Recent events where babies and their mothers would be prevented from accessing public hospitals or health facilities in South Africa, are a case in point. Policies of the Gauteng Department of Social Development cutting funds for organisations serving migrants, is another case in point. The Mayor of Tshwane’s resolve to guarantee spaza shops for only Tshwane-citizens and no foreign nationals, even if documented and rightfully in the country, rubs this in further.

Tonight, across South Africa, migrants and South Africans, look for accommodation, to prevent themselves from being homeless. They often find themselves precarious, to start with, because of violence and absolute poverty in the places they come from. Like the baby Jesus who faced the threat of King Herod’s killing of Hebrew baby boys under the age of 2, so too are children from Gaza to Khartoum, and from Hanover Park to Mamelodi, at-risk of premature deaths.

In the case of baby Jesus, Mary and Joseph rushed him across the border to Egypt, a migrant refugee in north Africa, purportedly the son of God, but running for his life.

If Jesus had to be born today, where would it be? How safe would he be? Would he and his family be forced to pack up and run? Would he survive the missiles, ICE agents, and Dudula-operatives? Chances are, the son of God might either die a premature death, or be extradited with his family to a far-away place. Chances are, the religious and theologians would be silent in the face of this, even condoning it, or being complicit in their neutrality. Chances are too, that we won’t even know the fate of Jesus, as we are too far removed from where Herod’s men did their nightly deeds; too preoccupied with the status quo; too disinterested and dismissive to hear the cry of Mary.

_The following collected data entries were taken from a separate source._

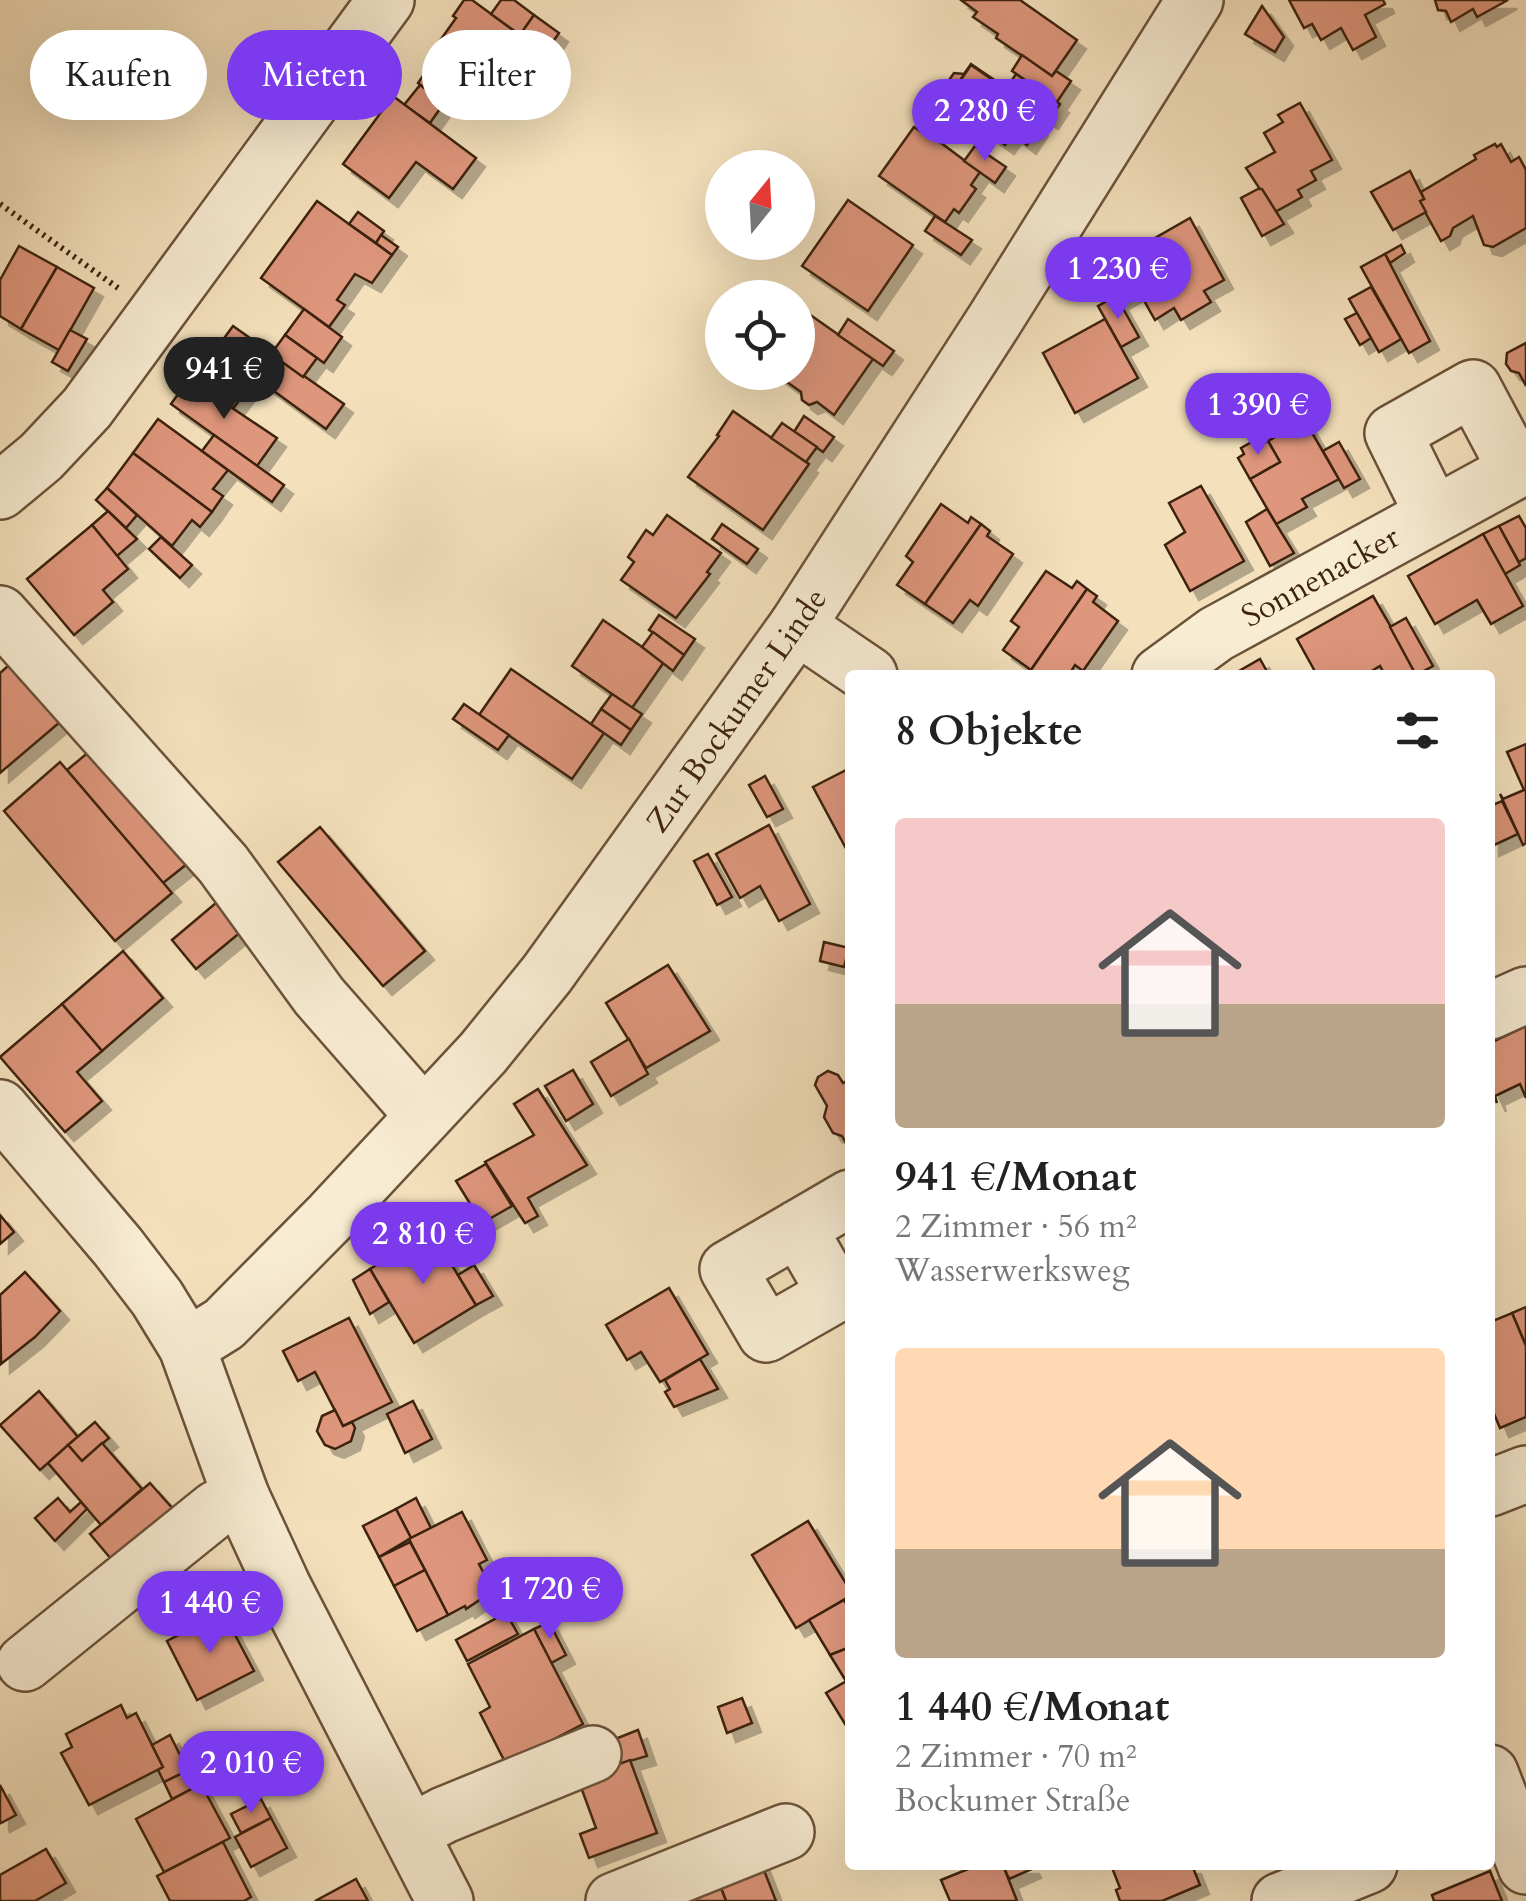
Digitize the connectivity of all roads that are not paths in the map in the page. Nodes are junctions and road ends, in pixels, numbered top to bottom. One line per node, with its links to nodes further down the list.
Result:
1 (386, 0): 3 (street)
2 (1195, 0): 8 (street, Zur Bockumer Linde)
3 (21, 445): 5 (street)
4 (1521, 467): 6 (street, Sonnenacker); 6 (street, Sonnenacker)
5 (0, 492)
6 (1433, 514): 10 (street, Sonnenacker)
7 (0, 614): 14 (street)
8 (797, 626): 9 (street); 14 (street, Zur Bockumer Linde)
9 (862, 670)
10 (1167, 670)
11 (1526, 995): 12 (street)
12 (1495, 1009)
13 (0, 1108): 17 (street)
14 (424, 1116): 17 (street, Zur Bockumer Linde)
15 (845, 1201): 16 (street)
16 (798, 1228)
17 (187, 1346): 20 (street)
18 (1526, 1474): 19 (street)
19 (1495, 1486)
20 (242, 1496): 21 (street); 24 (street)
21 (25, 1663)
22 (594, 1754): 24 (street)
23 (1495, 1799): 26 (street)
24 (412, 1832): 28 (street)
25 (786, 1832): 29 (street)
26 (1526, 1866)
27 (1356, 1870): 30 (street)
28 (445, 1901)
29 (614, 1901)
30 (1280, 1901)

In Matthew 2:13, after a visit from the angel, Joseph took the child and his mother at night, and fled to Egypt, where they remained until the death of Herod. But Herod, so angry with being tricked, sent his officers to kill off all the male children in Bethlehem who were two years and younger. This was what Jeremiah forewarned: ‘A voice was heard in Ramah, weeping and loud lamentation; Rachel weeping for her children; refusing to be comforted, as they were not more’. The Herods are out to do their thing. The religious are in cahoots. Joseph and Mary are on the run. The baby Jesus, in solidarity with children the world over, is at risk. The prophet calls us to hear.

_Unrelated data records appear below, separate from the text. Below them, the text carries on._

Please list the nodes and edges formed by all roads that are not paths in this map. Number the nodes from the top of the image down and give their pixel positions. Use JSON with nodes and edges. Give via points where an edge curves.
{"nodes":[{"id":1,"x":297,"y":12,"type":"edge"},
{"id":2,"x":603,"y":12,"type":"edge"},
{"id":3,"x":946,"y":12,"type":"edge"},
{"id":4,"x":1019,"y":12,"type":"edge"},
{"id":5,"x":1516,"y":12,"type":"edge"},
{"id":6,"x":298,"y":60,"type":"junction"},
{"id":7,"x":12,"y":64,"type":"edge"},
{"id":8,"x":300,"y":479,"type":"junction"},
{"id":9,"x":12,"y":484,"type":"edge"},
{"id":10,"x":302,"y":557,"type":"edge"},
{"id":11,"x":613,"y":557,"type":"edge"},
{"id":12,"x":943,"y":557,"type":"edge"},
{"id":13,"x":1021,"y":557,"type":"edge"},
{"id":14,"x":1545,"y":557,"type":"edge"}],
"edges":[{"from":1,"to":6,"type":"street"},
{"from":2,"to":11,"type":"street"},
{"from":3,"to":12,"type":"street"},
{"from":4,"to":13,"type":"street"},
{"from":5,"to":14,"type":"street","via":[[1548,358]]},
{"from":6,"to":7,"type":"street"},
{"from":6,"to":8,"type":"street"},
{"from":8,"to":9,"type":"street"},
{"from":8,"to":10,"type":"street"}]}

As we become silent during Advent, awaiting the birth of Jesus among us, will we have ears to hear; hearts to feel; a conscience to be stirred; a consciousness to be evoked? Or, will the baby die, on our watch? If an angel appears as was the case with Joseph, may our intellectual reservations and religious sensibilities and spiritual platitudes be transformed – may we rise, to do what is right to do, in the moment. May the peace of Christmas disrupt our peace; may the joys and laments of the children, stir us to action.